Notizie

77 anni fa l’uccisione a Trecenta di Evelino Tosarello

Questa lapide rimasta nascosta per tanto tempo nei magazzini del Municipio di Trecenta, fu ricollocata al suo posto dal Comune, dopo numerose proteste da parte di politici, intellettuali e gente comune.

A 77 anni dalla sua uccisione, avvenuta il 20 Maggio 1948 in Piazza Garibaldi, secondo tante dichiarazioni, come quella di Giuseppe Di Vittorio, per mano di un militare delle forze dell’ordine giunte per fermare la rivolta bracciantile in Polesine, è  giusto ricordare Evelino Tosarello, contadino ( non bracciante)  che, nonostante la differente classe sociale, portò la sua solidarietà ai braccianti e ai salariati che lavoravano presso potenti latifondisti. Quel giorno, era stato arrestato un mezzadro dell’Azienda Spalletti, Bruno Barbini, molto conosciuto per il suo impegno politico e sindacale.

Ed Evelino, ripeto,  non esitò  a portare la sua solidarietà ai più deboli. Oggi si può ragionare meglio su quegli scioperi che furono fondamentali per il  miglioramento delle condizioni di vita di tanti poveri lavoratori e delle loro famiglie. Scioperi durati anche decine di giorni, come quelli polesani del maggio 1948. Scioperi sostenuti da gente che non aveva neanche il pane per i propri figli.

Scioperi che vedevano contrapposti, come fece notare Di Vittorio, figli del popolo, fratelli, divisi in piazza durante le manifestazioni di protesta. Da una parte c’erano i disperati  lavoratori dei campi o delle fabbriche e dall’altra i lavoratori delle forze dell’ordine, anche loro spesso arruolatisi, per sfuggire alla miseria.                   Fortunatamente quei giorni sono lontani, ma i rischi di ritornare indietro, alla guerra tra poveri,  purtroppo esistono ancora. Le sofferenze non sono finite. I diritti dei lavoratori, dopo una fase di buona tenuta, sono stati in parte cancellati. Disoccupazione, precarietà e salari sempre più miseri, caratterizzano questa fase nel rapporto tra lavoratori e padroni di tante attività economiche e finanziarie.

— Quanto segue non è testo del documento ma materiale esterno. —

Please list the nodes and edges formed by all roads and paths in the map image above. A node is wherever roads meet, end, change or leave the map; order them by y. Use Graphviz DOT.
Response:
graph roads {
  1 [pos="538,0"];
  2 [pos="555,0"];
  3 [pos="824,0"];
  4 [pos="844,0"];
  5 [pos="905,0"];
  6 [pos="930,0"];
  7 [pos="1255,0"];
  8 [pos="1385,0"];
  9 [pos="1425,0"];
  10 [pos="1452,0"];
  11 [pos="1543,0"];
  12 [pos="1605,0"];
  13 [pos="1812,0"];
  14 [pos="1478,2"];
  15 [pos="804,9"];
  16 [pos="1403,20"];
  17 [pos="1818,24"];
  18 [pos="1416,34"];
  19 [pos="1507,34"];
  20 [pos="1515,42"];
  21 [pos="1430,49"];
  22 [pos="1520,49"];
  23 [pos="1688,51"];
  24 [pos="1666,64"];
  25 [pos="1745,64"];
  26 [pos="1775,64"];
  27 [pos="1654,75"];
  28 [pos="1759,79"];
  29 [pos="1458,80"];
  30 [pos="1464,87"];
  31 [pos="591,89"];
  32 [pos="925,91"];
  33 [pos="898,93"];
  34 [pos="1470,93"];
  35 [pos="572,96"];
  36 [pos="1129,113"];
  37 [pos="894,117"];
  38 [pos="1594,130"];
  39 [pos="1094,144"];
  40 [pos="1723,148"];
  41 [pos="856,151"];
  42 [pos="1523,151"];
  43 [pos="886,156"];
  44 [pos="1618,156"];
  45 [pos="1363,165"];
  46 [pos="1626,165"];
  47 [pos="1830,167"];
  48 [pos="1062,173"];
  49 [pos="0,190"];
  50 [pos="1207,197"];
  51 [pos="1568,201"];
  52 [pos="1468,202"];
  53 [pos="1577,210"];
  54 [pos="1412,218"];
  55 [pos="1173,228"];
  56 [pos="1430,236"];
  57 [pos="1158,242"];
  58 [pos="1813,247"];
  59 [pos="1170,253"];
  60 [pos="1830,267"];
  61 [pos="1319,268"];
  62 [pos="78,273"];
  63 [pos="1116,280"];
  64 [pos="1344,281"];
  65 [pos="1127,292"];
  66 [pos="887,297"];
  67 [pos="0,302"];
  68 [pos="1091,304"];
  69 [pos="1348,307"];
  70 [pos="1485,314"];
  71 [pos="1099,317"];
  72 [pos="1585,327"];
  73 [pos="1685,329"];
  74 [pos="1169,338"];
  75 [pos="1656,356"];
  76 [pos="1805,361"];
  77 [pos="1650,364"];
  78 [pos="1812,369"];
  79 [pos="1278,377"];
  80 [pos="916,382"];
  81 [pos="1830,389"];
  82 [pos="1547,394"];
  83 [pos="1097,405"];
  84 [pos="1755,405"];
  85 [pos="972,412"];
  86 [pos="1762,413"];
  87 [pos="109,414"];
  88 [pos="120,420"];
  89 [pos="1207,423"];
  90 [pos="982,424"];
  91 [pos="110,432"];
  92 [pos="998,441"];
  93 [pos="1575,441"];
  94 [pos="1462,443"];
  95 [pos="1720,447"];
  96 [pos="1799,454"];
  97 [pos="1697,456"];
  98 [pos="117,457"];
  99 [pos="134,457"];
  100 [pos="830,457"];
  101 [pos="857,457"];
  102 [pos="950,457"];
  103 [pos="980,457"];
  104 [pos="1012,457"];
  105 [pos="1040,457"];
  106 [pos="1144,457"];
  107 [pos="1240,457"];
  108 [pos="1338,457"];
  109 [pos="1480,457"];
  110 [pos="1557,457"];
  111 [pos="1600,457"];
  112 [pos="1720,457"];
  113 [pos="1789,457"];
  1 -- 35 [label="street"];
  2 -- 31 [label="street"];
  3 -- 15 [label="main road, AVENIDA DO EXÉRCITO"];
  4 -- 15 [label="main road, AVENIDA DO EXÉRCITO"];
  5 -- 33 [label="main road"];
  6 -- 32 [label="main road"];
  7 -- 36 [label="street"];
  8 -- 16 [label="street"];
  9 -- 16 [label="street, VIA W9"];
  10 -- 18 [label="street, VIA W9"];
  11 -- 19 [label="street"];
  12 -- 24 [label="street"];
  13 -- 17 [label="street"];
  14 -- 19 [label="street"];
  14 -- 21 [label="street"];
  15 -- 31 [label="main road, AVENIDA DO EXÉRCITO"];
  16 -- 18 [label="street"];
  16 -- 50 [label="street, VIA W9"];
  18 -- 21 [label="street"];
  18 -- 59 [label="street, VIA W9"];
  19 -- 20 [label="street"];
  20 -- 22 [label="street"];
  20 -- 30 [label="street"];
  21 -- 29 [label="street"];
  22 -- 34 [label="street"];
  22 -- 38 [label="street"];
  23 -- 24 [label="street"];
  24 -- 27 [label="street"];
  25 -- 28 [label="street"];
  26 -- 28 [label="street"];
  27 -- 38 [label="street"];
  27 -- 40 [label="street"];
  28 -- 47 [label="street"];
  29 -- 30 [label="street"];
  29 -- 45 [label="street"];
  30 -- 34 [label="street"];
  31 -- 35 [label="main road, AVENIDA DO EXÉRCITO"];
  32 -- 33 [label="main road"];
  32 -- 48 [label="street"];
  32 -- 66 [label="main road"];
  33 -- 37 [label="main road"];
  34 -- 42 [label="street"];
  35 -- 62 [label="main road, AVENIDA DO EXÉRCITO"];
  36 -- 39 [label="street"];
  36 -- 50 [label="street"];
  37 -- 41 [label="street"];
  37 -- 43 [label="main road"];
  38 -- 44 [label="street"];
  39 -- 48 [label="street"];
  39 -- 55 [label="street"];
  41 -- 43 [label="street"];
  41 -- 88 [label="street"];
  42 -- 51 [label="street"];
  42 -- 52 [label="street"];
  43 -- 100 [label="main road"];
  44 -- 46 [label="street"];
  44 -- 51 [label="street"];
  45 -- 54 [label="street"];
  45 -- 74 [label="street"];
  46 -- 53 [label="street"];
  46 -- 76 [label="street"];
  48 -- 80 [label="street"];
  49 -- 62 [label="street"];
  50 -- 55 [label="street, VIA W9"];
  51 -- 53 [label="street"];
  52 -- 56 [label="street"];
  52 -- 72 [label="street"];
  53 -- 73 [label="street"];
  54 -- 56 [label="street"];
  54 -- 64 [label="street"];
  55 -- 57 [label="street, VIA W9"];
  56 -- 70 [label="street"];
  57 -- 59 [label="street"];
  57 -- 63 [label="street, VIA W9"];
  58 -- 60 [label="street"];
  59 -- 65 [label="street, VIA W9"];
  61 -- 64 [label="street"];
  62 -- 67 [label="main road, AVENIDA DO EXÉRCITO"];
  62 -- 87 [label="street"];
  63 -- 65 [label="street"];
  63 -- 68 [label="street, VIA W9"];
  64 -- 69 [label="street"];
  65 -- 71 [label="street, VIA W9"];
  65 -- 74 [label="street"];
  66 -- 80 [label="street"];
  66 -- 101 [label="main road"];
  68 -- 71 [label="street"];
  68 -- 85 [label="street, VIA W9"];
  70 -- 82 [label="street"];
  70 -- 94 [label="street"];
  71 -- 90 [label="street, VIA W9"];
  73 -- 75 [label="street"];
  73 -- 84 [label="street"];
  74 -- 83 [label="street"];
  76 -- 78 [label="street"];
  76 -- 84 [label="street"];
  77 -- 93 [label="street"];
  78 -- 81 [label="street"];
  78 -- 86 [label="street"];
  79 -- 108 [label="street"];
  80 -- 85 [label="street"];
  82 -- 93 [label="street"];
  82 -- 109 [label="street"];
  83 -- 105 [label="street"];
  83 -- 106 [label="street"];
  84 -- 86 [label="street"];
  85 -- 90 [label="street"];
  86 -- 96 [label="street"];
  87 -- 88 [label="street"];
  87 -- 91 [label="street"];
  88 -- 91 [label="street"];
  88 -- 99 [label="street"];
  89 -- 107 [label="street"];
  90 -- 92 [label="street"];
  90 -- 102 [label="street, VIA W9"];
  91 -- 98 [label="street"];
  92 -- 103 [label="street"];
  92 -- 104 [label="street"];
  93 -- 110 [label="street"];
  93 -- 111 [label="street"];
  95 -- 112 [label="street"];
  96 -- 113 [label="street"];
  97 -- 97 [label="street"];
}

Non scordiamoci quello che è successo. Certi drammi non devono più succedere. Ricordiamolo anche per il Referendum  dell’8 e il 9 Giugno 2025, a difesa dei diritti dei lavoratori e dei più deboli. Rispetto della dignità umana, non violenza e mediazione servono per evitare nuove tragedie.

Anche le istituzioni dovrebbero ricordare adeguatamente questi fatti. Cosa avvenuta raramente a Trecenta. Quasi nessuno dei nostri ragazzi conosce questi eventi. E questo è inammissibile! Ad esempio, cosa farà il nostro sindaco, per ricordare questa nostra storia , di Trecenta, di vita e di morte, di lotta e repressione?

Prendo l’occasione per ricordare anche Nicola Badaloni, morto il 21 maggio 1945. Medico, parlamentare socialista e brava persona nell’aiutare i più poveri. Da Recanati a Trecenta per una vita in cui ha dato il suo contributo scientifico per sconfiggere la pellagra, la malattia delle persone che potevano mangiare poco e quasi solo polenta. Grazie al nostro grande medico e parlamentare, la cui casa purtroppo, sta cadendo a pezzi.